Project basics


  • Form groups of two
  • Pick a paper that includes an extensive proof out of the list (or double-check your own suggestion with me)
  • Sign ups for a paper/project will be opened on 12.3. 13:15




Until 18.3. 23:59, send an email to the supervisor of your project listed here with a pdf containing:

  • Choice of paper, group members
  • Division of labor in the group
  • Identify and motivate the problem of the paper in your own words(as defined in below)

Mid-project drafts

Consider this as an opportunity for you to receive feedback

  • Draft presentation slides in .pdf format, according to instruction below
  • A .pdf with
    • report on what each individual has done
    • plan and division of labor until report deadline

Final content

The project report and presentation should include the following sections:

  1. Identify and motivate problem - why should I / the community care? Including literature review (done-ish)

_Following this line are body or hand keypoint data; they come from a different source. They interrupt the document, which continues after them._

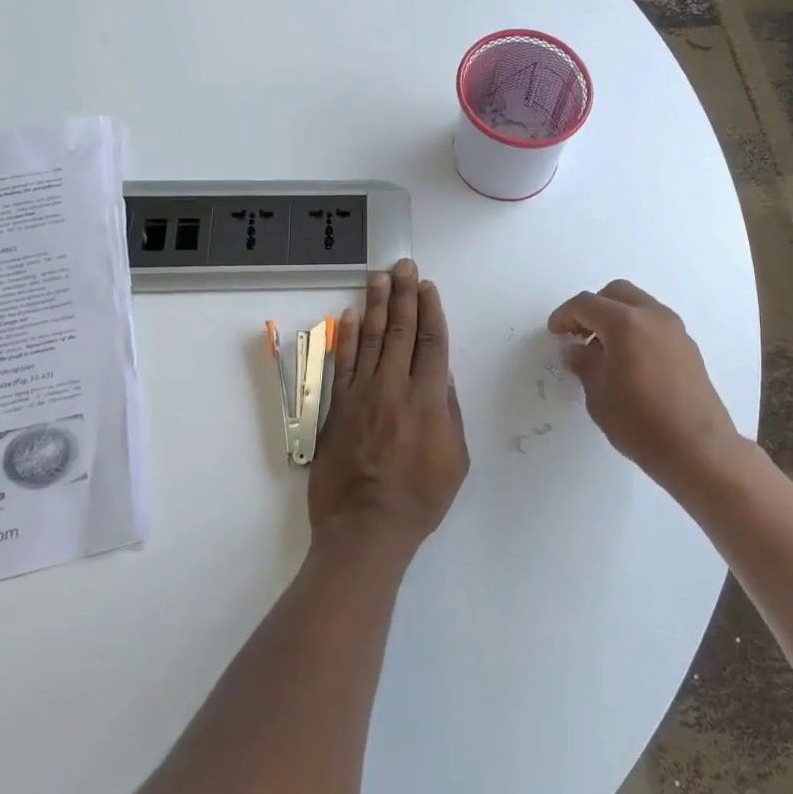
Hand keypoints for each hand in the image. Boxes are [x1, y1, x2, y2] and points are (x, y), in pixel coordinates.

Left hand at [310, 260, 469, 551]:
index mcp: (428, 399)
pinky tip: (352, 315)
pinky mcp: (337, 408)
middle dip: (404, 295)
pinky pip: (342, 364)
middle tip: (403, 265)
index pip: (431, 342)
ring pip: (372, 339)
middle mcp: (394, 387)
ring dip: (377, 305)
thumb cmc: (420, 498)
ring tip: (379, 277)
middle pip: (401, 331)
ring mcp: (362, 395)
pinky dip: (347, 337)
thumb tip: (442, 375)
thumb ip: (450, 412)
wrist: (365, 527)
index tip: (428, 286)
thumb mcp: (455, 459)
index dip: (430, 310)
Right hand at [547, 280, 744, 491]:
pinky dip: (636, 329)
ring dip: (616, 317)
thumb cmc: (640, 423)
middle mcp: (653, 316)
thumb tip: (575, 350)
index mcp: (626, 323)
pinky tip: (629, 361)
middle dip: (593, 308)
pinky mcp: (688, 346)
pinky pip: (654, 323)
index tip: (555, 333)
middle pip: (615, 293)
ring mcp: (675, 329)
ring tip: (603, 351)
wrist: (697, 449)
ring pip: (638, 305)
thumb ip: (584, 364)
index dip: (565, 316)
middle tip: (578, 335)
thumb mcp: (599, 394)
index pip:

In presentation (and report):

  1. “Detective hat”: Intuitive (not just technical level) understanding of proof, assumptions, statement in depth

    • Present it in a modular way: a) give intuition, b) proof depends on lemma 1,2,3, which are insightful and intuitive (give rise to potential new proofs) c) proofs of lemmas that are technical
    • If a proof is written in a way that obscures insights, fix that
    • Examine if results follow from other older known results and it’s just a reformulation, facilitated by ignorance (reinventing the wheel)
  2. “Reviewer hat”: Which relevant questions does it shed light on and it actually answer it / solve the problem? How significant is the addition of this paper compared to existing literature

  3. What are interesting, impactful follow-up questions they did not answer and would be interesting to pursue? Show evidence that the question(s) you identified are indeed relevant to understand important phenomena in practice and are novel in the literature. You can start with the paper’s weakness. Examples are

    • They developed theory but assumptions are too removed from practice they aim to prove, i.e. no recognizable link (example could be toy example that shares phenomena). In this case, come up with and run experiments that prove this point. Come up with idea what is needed (theoretically or experimentally) to make the paper impactful
    • You see that the experiments are non-rigorous and not reproducible, they do not support the theory nor heuristic claims.
    • The problem they aim to solve is not exactly relevant. Identify which possible tweaks in their problem formulation could fix that
    • By doing some experiments you find a curious phenomenon that hasn’t been considered and is not explained by the paper
    • Tightening upper bounds by constant or log factors didn’t lead to new insights.

In report:

  1. Break down the problem as much as you can into chunks that you can indeed pursue (or at least, the first few steps), e.g. to prove a conjecture give intuition, lemmas you think you need, and try to prove some of them.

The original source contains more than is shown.